The closet tracking issue has been on the regulatory horizon across multiple jurisdictions in Europe for a number of years. However, the past few months have seen an uptick in regulatory interest on four fronts.
Firstly, in October, the French regulator, the Autorité des marchés financiers (AMF), announced its plans to conduct an investigation into potential closet trackers. Finding that the “active share” approach2 previously used by ESMA had serious limitations, the AMF intends to apply three factor-based models in order to detect potential closet trackers. The three proposed factor-based models are (1) tracking error (the difference between the return of the fund and the return of its benchmark), (2) R2 (the ratio between explained variance and total variance) and (3) style-shifting activity (measuring changes in exposures to a number of market factors between two quarters).
Secondly, also in October, the Swedish government proposed new rules concerning disclosures to be included on websites, leaflets and annual reports. The proposed disclosures would cover how the fund differs from the benchmark that it has selected, thereby identifying possible closet trackers.
Thirdly, in November, ESMA announced that it was looking at publishing guidance or a Q&A to clarify disclosure requirements in response to concerns that some managers are failing to disclose information about benchmarks to investors (which would result in investors being unable to easily identify funds which are closet trackers).
Finally, this month, the Central Bank of Ireland announced that it is looking at over 2,000 UCITS funds to check for closet trackers. This study will take the active share methodology used by ESMA in its 2016 study into account.

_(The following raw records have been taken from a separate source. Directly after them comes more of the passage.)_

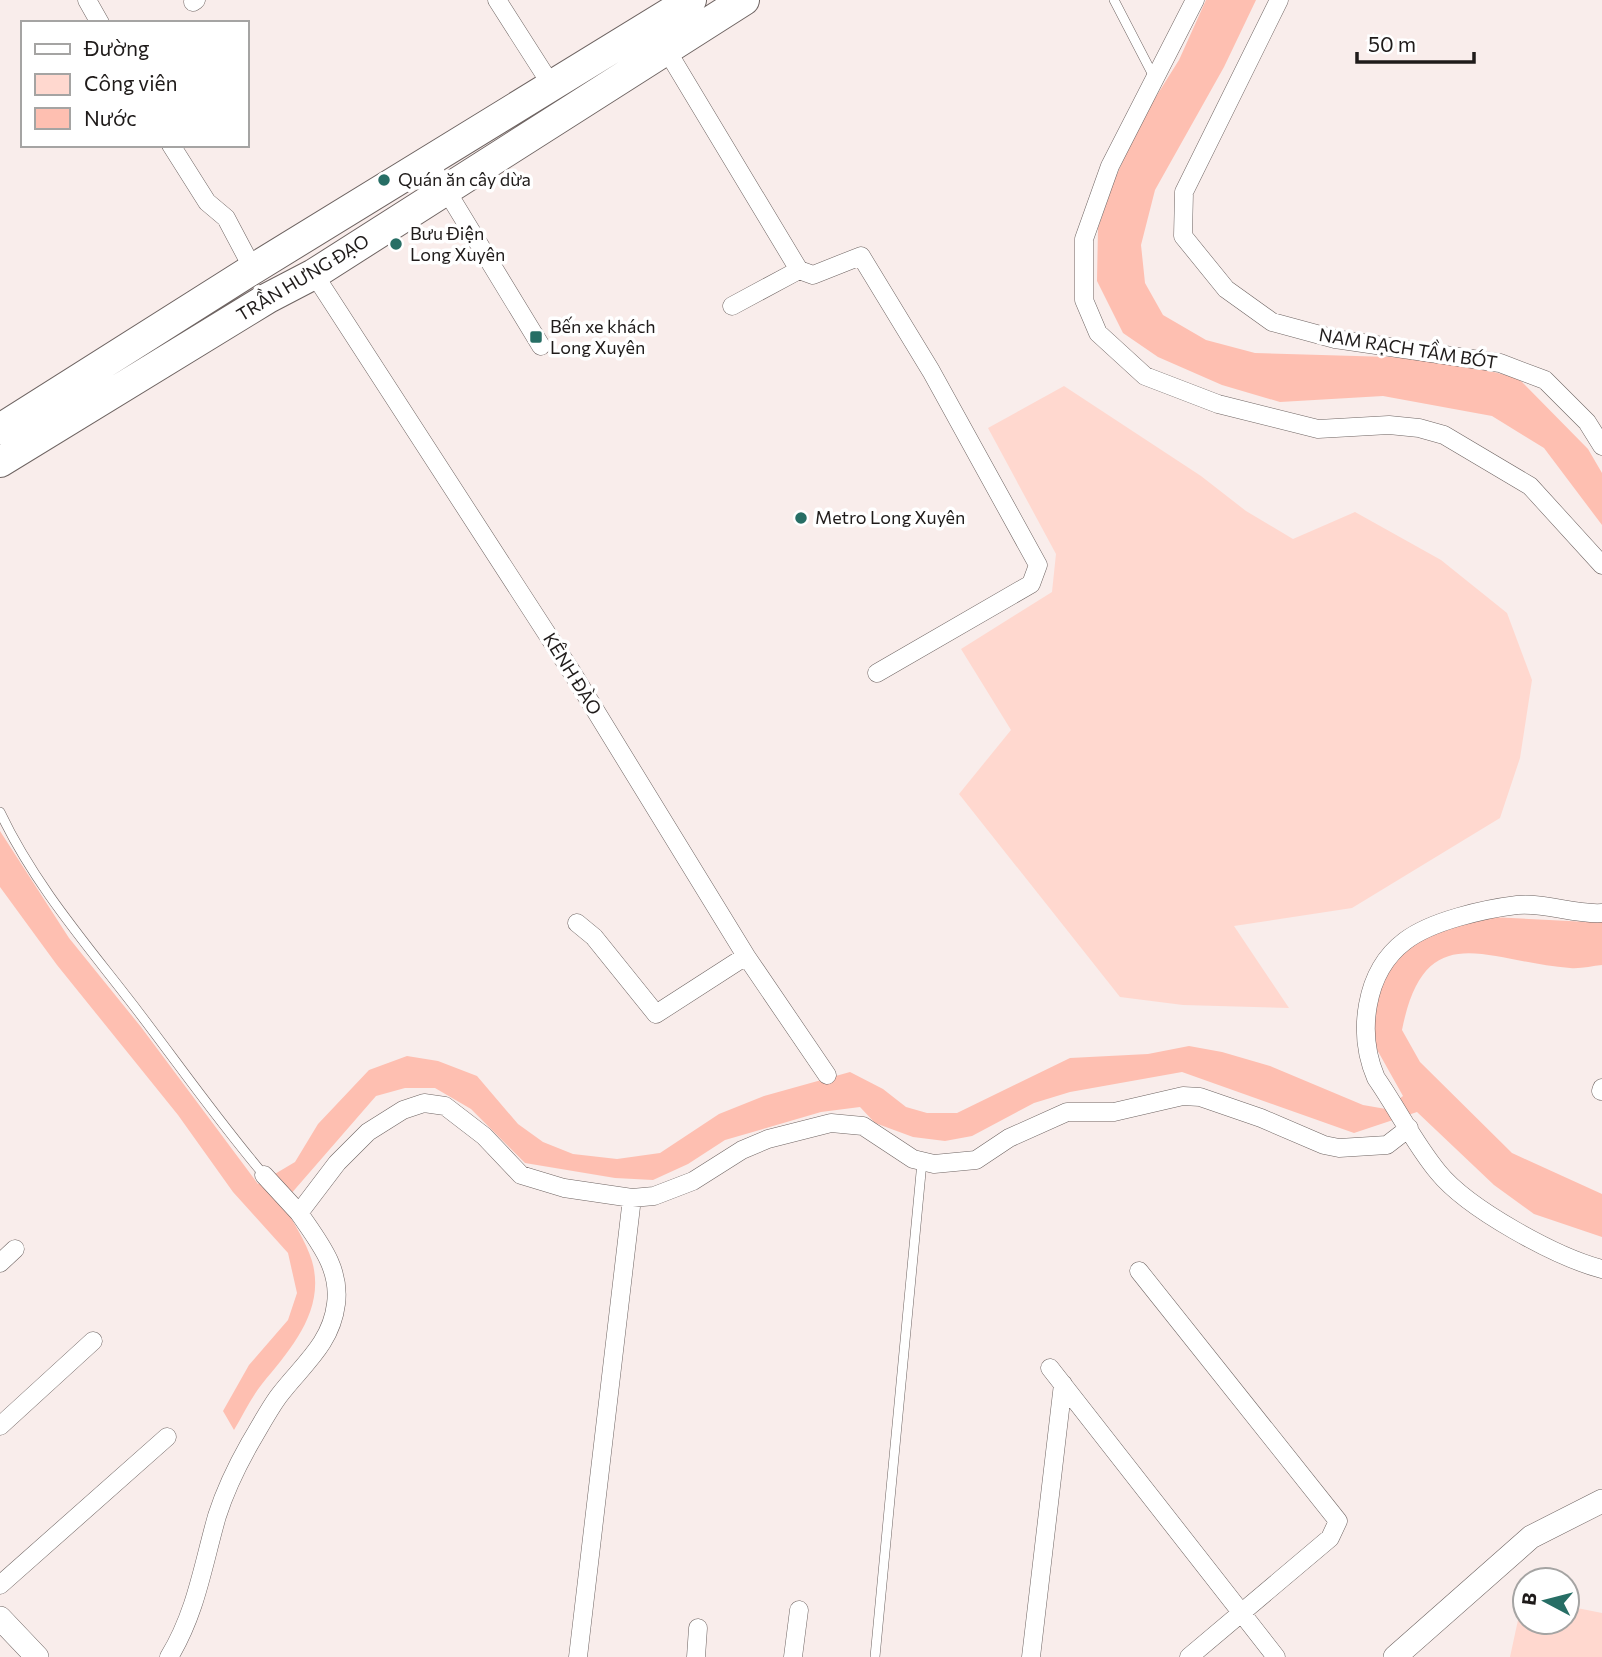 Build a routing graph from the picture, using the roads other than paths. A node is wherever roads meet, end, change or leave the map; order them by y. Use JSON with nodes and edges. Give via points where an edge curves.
{"nodes":[{"id":1,"x":87,"y":0,"type":"edge"},
{"id":2,"x":497,"y":0,"type":"edge"},
{"id":3,"x":691,"y":0,"type":"edge"},
{"id":4,"x":744,"y":0,"type":"edge"},
{"id":5,"x":1114,"y":0,"type":"edge"},
{"id":6,"x":1195,"y":0,"type":"edge"},
{"id":7,"x":1279,"y":0,"type":"edge"},
{"id":8,"x":99,"y":21,"type":"edge"},
{"id":9,"x":666,"y":49,"type":"junction"},
{"id":10,"x":1155,"y":80,"type":"junction"},
{"id":11,"x":552,"y":86,"type":"junction"},
{"id":12,"x":172,"y":147,"type":"edge"},
{"id":13,"x":429,"y":162,"type":"junction"},
{"id":14,"x":447,"y":188,"type":"junction"},
{"id":15,"x":253,"y":268,"type":"junction"},
{"id":16,"x":799,"y":270,"type":"junction"},
{"id":17,"x":314,"y":274,"type":"junction"},
{"id":18,"x":268,"y":298,"type":"junction"},
{"id":19,"x":732,"y":306,"type":"dead end"},
{"id":20,"x":541,"y":346,"type":"dead end"},
{"id":21,"x":0,"y":429,"type":"edge"},
{"id":22,"x":1602,"y":446,"type":"edge"},
{"id":23,"x":0,"y":462,"type":"edge"},
{"id":24,"x":1602,"y":565,"type":"edge"},
{"id":25,"x":877,"y":673,"type":"dead end"},
{"id":26,"x":0,"y":812,"type":"edge"},
{"id":27,"x":1602,"y":913,"type":"edge"},
{"id":28,"x":577,"y":923,"type":"dead end"},
{"id":29,"x":746,"y":956,"type":"junction"},
{"id":30,"x":827,"y":1075,"type":"dead end"},
{"id":31,"x":1408,"y":1126,"type":"junction"},
{"id":32,"x":922,"y":1162,"type":"junction"},
{"id":33,"x":264,"y":1175,"type":"joint"},
{"id":34,"x":632,"y":1198,"type":"junction"},
{"id":35,"x":295,"y":1209,"type":"junction"},
{"id":36,"x":15,"y":1249,"type":"dead end"},
{"id":37,"x":0,"y":1263,"type":"edge"},
{"id":38,"x":1602,"y":1269,"type":"edge"},
{"id":39,"x":1139,"y":1271,"type":"dead end"},
{"id":40,"x":93,"y":1341,"type":"dead end"},
{"id":41,"x":1050,"y":1368,"type":"dead end"},
{"id":42,"x":1063,"y":1384,"type":"junction"},
{"id":43,"x":0,"y":1426,"type":"edge"},
{"id":44,"x":167,"y":1437,"type":"dead end"},
{"id":45,"x":1602,"y":1501,"type":"edge"},
{"id":46,"x":0,"y":1585,"type":"edge"},
{"id":47,"x":799,"y":1610,"type":"dead end"},
{"id":48,"x":1243,"y":1615,"type":"junction"},
{"id":49,"x":0,"y":1618,"type":"edge"},
{"id":50,"x":698,"y":1628,"type":"dead end"},
{"id":51,"x":37,"y":1657,"type":"edge"},
{"id":52,"x":169,"y":1657,"type":"edge"},
{"id":53,"x":578,"y":1657,"type":"edge"},
{"id":54,"x":696,"y":1657,"type":"edge"},
{"id":55,"x":793,"y":1657,"type":"edge"},
{"id":56,"x":875,"y":1657,"type":"edge"},
{"id":57,"x":1031,"y":1657,"type":"edge"},
{"id":58,"x":1189,"y":1657,"type":"edge"},
{"id":59,"x":1276,"y":1657,"type":"edge"},
{"id":60,"x":1395,"y":1657,"type":"edge"}],
"edges":[{"from":1,"to":8,"type":"street"},
{"from":2,"to":11,"type":"street"},
{"from":3,"to":11,"type":"highway","name":"TRẦN HƯNG ĐẠO"},
{"from":4,"to":9,"type":"highway","name":"TRẦN HƯNG ĐẠO"},
{"from":5,"to":10,"type":"lane"},
{"from":6,"to":10,"type":"street"},
{"from":7,"to":22,"type":"street","name":"NAM RẠCH TẦM BÓT","via":[[1184,192],[1183,236],[1226,289],[1272,322],[1335,339],[1500,363],[1545,380],[1587,422]]},
{"from":9,"to":14,"type":"highway","name":"TRẦN HƯNG ĐẠO"},
{"from":9,"to":16,"type":"street"},
{"from":10,"to":24,"type":"street","via":[[1110,166],[1084,239],[1084,300],[1098,333],[1145,376],[1218,404],[1318,429],[1389,425],[1444,435],[1530,486]]},
{"from":11,"to":13,"type":"highway","name":"TRẦN HƯNG ĐẠO"},
{"from":12,"to":15,"type":"street","via":[[207,202],[226,218]]},
{"from":13,"to":14,"type":"street"},
{"from":13,"to":15,"type":"highway","name":"TRẦN HƯNG ĐẠO"},
{"from":14,"to":17,"type":"highway","name":"TRẦN HƯNG ĐẠO"},
{"from":14,"to":20,"type":"street"},
{"from":15,"to":18,"type":"highway"},
{"from":15,"to":21,"type":"highway","name":"TRẦN HƯNG ĐẠO"},
{"from":16,"to":19,"type":"street"},
{"from":16,"to":25,"type":"street","via":[[813,275],[861,256],[931,371],[1038,565],[1031,584]]},
{"from":17,"to":18,"type":"highway","name":"TRẦN HƯNG ĐẠO"},
{"from":17,"to":29,"type":"street","name":"KÊNH ĐÀO","via":[[573,674]]},
{"from":18,"to":23,"type":"highway","name":"TRẦN HƯNG ĐẠO"},
{"from":26,"to":33,"type":"lane","via":[[24,859],[64,918]]},
{"from":27,"to":31,"type":"street","via":[[1518,905],[1475,912],[1415,934],[1393,952],[1377,979],[1364,1027],[1369,1062]]},
{"from":28,"to":29,"type":"street","via":[[594,937],[656,1014]]},
{"from":29,"to":30,"type":"street","name":"KÊNH ĐÀO"},
{"from":31,"to":32,"type":"street","via":[[1387,1145],[1339,1148],[1200,1097],[1183,1096],[1114,1112],[1067,1112],[1009,1138],[976,1160]]},
{"from":31,"to":38,"type":"street","via":[[1436,1170],[1464,1196],[1517,1230]]},
{"from":32,"to":34,"type":"street","via":[[863,1126],[831,1123],[768,1139],[693,1181],[653,1196]]},
{"from":32,"to":56,"type":"lane"},
{"from":33,"to":35,"type":"street"},
{"from":34,"to":35,"type":"street","via":[[564,1188],[521,1175],[484,1136],[433,1102],[403,1110],[368,1132]]},
{"from":34,"to":53,"type":"street"},
{"from":35,"to":52,"type":"street","via":[[323,1248],[336,1276],[333,1324],[327,1339],[278,1397],[230,1482],[197,1599]]},
{"from":36,"to":37,"type":"street"},
{"from":39,"to":48,"type":"street","via":[[1338,1521],[1331,1538]]},
{"from":40,"to":43,"type":"street"},
{"from":41,"to":42,"type":"street"},
{"from":42,"to":48,"type":"street"},
{"from":42,"to":57,"type":"street"},
{"from":44,"to":46,"type":"street"},
{"from":45,"to":60,"type":"street","via":[[1531,1537]]},
{"from":47,"to":55,"type":"street"},
{"from":48,"to":58,"type":"street"},
{"from":48,"to":59,"type":"street"},
{"from":49,"to":51,"type":"street"},
{"from":50,"to":54,"type":"street"}]}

The action taken by the FCA earlier this year and the more recent activity of ESMA and the regulators in France, Sweden and Ireland demonstrates that the closet tracking issue is not going away. We consider it likely that regulatory (and investor) scrutiny of the closet tracking issue will intensify across Europe in 2019. Managers should be taking the opportunity as the year-end approaches to ensure that funds are being managed in a consistent manner to that described in their marketing materials and, where appropriate, changes should be made.
1 Closet tracking is where active asset managers charge investors the premium associated with active management but whose portfolios are very similar to those of a lower cost tracker fund.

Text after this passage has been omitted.